» MATERIAL SUPPLIED

■ ■ ■ ■ ■

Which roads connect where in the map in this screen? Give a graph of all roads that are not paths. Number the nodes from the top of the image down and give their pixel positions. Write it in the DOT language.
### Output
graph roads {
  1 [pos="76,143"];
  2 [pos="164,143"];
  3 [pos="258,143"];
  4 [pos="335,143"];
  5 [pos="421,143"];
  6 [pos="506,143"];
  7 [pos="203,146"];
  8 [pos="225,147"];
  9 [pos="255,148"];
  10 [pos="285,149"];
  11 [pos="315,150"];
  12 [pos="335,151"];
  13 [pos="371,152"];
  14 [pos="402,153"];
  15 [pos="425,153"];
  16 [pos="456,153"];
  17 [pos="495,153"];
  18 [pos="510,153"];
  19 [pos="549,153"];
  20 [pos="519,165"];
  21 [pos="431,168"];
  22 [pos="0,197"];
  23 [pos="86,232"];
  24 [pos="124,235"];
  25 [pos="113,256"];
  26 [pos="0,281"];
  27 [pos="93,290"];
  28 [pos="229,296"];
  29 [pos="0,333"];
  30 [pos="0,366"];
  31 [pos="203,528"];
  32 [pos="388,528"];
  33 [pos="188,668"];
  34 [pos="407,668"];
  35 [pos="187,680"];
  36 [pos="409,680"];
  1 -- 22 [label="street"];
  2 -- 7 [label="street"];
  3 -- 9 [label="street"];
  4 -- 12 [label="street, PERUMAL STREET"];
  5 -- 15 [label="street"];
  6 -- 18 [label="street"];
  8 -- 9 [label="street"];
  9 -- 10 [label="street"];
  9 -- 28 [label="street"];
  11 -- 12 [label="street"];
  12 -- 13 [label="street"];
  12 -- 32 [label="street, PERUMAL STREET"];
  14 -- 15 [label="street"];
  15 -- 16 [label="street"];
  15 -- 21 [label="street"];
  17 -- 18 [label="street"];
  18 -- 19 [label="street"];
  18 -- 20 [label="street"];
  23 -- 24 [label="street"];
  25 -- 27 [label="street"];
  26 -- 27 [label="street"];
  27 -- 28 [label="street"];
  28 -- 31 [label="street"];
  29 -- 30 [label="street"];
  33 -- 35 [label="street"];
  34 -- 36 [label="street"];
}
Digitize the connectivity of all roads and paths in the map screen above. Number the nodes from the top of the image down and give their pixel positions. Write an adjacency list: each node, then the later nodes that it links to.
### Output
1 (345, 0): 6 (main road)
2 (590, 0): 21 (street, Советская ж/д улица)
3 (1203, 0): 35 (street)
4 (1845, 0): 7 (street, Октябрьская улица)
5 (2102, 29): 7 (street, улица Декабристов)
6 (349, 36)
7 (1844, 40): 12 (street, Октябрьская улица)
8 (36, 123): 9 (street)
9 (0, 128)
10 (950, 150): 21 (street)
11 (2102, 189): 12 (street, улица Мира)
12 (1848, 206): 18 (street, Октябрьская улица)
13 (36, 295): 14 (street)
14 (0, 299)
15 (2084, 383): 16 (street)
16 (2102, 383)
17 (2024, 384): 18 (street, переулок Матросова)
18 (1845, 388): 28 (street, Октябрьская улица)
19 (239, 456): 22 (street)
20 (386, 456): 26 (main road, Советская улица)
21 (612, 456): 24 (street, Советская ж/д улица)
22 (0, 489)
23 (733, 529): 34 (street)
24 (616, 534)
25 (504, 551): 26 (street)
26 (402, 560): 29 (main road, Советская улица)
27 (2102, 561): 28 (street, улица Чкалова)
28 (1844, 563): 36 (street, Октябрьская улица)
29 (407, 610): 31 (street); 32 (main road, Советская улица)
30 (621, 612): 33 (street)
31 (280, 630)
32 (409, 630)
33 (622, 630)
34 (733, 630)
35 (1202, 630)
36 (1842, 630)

■ ■ ■ ■ ■

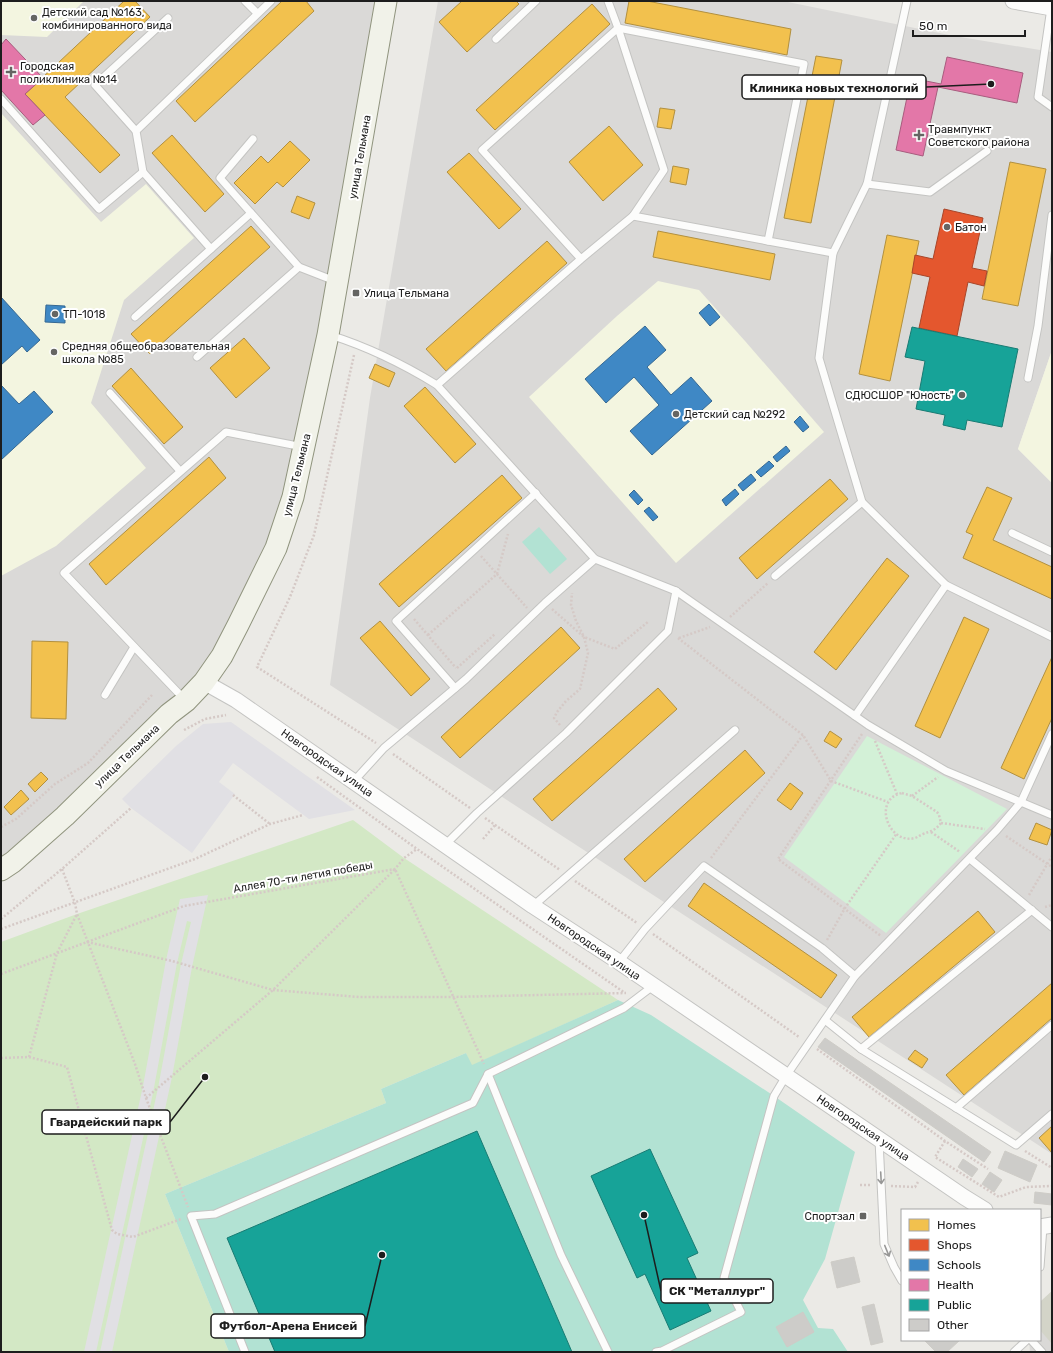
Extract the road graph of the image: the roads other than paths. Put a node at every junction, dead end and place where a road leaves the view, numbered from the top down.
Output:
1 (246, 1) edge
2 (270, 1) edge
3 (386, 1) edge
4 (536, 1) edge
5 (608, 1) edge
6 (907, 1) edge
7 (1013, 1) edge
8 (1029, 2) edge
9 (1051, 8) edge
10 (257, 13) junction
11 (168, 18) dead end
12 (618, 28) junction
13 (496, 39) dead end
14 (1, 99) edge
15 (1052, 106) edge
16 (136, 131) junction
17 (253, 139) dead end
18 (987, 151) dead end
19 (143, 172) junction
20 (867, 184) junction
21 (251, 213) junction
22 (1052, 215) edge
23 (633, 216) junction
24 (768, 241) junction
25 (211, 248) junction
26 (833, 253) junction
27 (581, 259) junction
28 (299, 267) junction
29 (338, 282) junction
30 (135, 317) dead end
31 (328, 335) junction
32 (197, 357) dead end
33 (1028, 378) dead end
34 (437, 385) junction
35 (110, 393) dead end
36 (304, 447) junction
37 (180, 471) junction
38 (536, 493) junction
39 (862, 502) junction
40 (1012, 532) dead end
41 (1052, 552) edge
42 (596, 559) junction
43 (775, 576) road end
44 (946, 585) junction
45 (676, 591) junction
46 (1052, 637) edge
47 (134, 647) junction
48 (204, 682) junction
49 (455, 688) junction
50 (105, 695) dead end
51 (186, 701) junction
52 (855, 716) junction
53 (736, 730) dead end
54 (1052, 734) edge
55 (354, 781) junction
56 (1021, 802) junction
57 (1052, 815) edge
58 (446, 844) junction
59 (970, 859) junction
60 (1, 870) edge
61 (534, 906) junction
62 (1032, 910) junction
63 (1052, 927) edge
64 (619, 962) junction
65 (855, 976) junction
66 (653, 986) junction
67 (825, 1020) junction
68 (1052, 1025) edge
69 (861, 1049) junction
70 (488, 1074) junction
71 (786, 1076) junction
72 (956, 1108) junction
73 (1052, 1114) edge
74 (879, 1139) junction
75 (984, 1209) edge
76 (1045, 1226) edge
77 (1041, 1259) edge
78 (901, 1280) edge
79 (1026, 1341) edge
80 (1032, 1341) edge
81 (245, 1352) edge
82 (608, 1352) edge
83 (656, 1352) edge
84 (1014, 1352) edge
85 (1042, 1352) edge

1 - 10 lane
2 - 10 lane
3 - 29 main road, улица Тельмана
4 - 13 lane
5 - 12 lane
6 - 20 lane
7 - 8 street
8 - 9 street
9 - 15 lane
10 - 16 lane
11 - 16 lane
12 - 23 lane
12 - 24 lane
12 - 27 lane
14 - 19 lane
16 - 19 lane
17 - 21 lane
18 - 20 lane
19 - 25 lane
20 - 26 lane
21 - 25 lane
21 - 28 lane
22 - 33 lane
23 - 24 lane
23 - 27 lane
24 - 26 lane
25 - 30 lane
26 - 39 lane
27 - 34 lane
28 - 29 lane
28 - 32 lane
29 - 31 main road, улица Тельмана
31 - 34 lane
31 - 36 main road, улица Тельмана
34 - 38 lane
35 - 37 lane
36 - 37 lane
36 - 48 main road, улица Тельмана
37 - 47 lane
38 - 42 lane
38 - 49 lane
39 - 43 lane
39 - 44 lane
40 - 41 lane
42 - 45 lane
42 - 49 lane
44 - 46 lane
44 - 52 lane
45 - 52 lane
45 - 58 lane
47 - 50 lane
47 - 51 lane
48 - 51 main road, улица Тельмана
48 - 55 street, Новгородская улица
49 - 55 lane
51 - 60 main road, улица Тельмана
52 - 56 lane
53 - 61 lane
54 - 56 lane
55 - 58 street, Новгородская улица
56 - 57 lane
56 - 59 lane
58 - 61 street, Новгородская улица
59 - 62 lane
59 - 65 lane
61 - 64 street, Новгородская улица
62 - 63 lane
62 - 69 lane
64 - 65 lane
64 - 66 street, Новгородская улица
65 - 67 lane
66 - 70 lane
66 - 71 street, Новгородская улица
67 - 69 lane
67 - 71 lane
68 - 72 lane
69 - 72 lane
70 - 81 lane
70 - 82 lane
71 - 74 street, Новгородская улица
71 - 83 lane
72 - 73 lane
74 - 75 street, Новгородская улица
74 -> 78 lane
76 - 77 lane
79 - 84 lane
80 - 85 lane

■ ■ ■ ■ ■

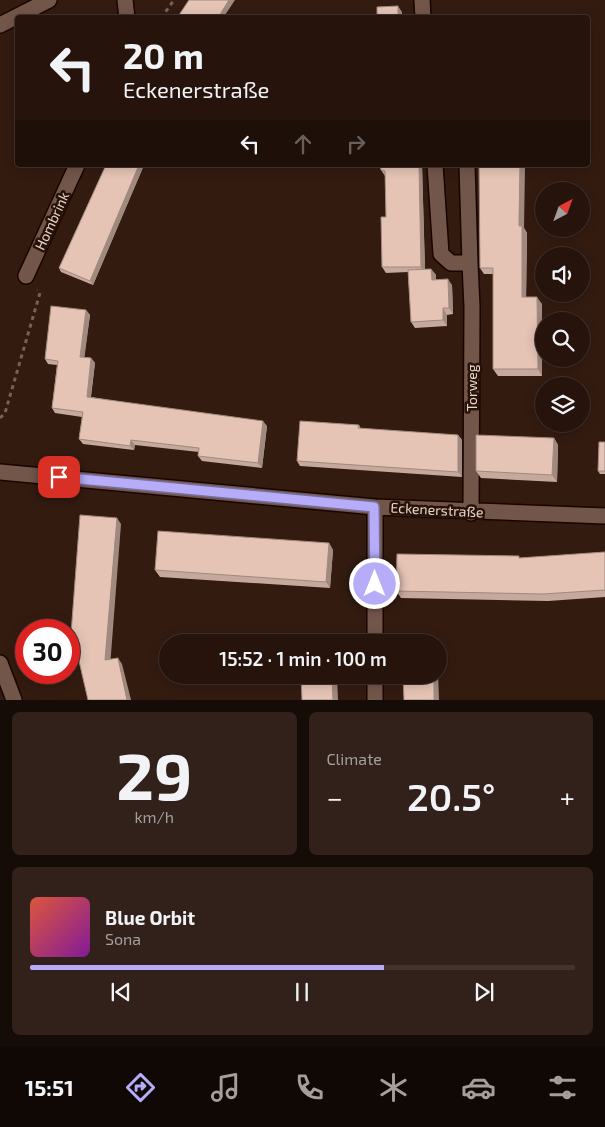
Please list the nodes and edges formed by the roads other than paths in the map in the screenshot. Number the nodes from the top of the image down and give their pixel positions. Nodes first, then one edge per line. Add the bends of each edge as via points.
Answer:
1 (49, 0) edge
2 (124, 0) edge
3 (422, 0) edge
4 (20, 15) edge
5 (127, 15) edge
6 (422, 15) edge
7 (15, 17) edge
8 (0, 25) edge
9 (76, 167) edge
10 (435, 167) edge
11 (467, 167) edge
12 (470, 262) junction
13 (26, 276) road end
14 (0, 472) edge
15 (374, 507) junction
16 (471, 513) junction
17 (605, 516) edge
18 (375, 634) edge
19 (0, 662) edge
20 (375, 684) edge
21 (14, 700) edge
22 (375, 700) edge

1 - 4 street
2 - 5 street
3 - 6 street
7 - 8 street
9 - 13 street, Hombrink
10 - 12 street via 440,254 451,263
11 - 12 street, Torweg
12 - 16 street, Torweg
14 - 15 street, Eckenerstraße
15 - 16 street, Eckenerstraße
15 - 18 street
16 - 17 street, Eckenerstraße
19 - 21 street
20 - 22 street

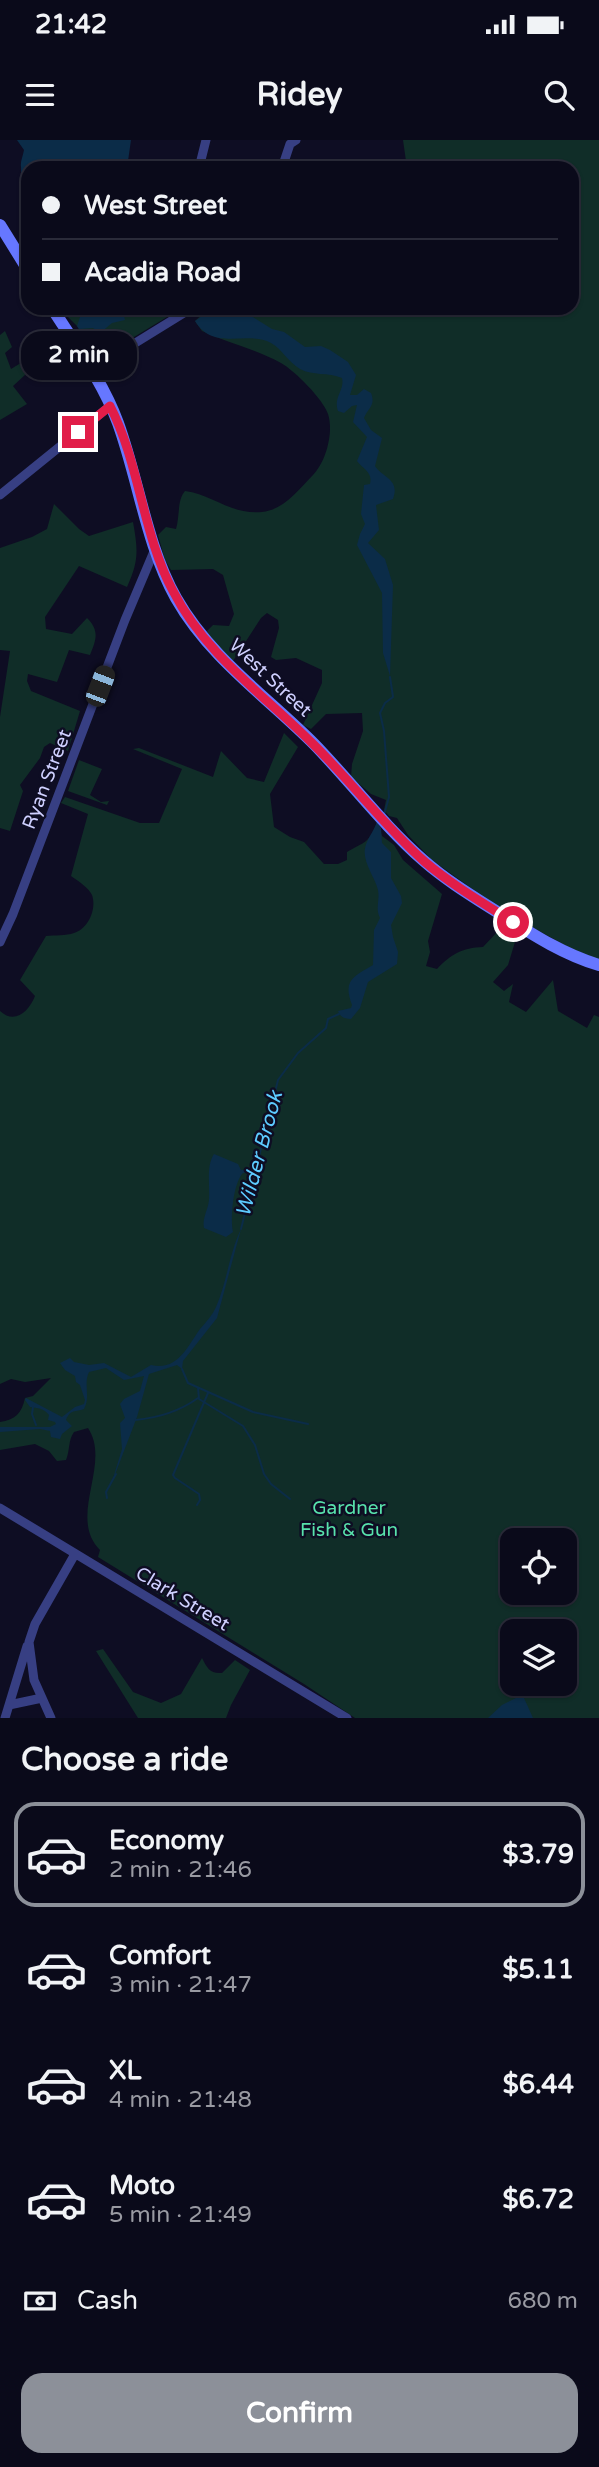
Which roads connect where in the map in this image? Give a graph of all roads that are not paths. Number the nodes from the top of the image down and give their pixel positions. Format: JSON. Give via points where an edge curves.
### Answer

■ ■ ■ ■ ■

» TASK BRIEF
Only lines of the data holding the word "Which" go in the answer. Please copy each of them.

» ANSWER SECTION
Which roads connect where in the map in this screen? Give a graph of all roads that are not paths. Number the nodes from the top of the image down and give their pixel positions. Write it in the DOT language.
Which roads connect where in the map in this image? Give a graph of all roads that are not paths. Number the nodes from the top of the image down and give their pixel positions. Format: JSON. Give via points where an edge curves.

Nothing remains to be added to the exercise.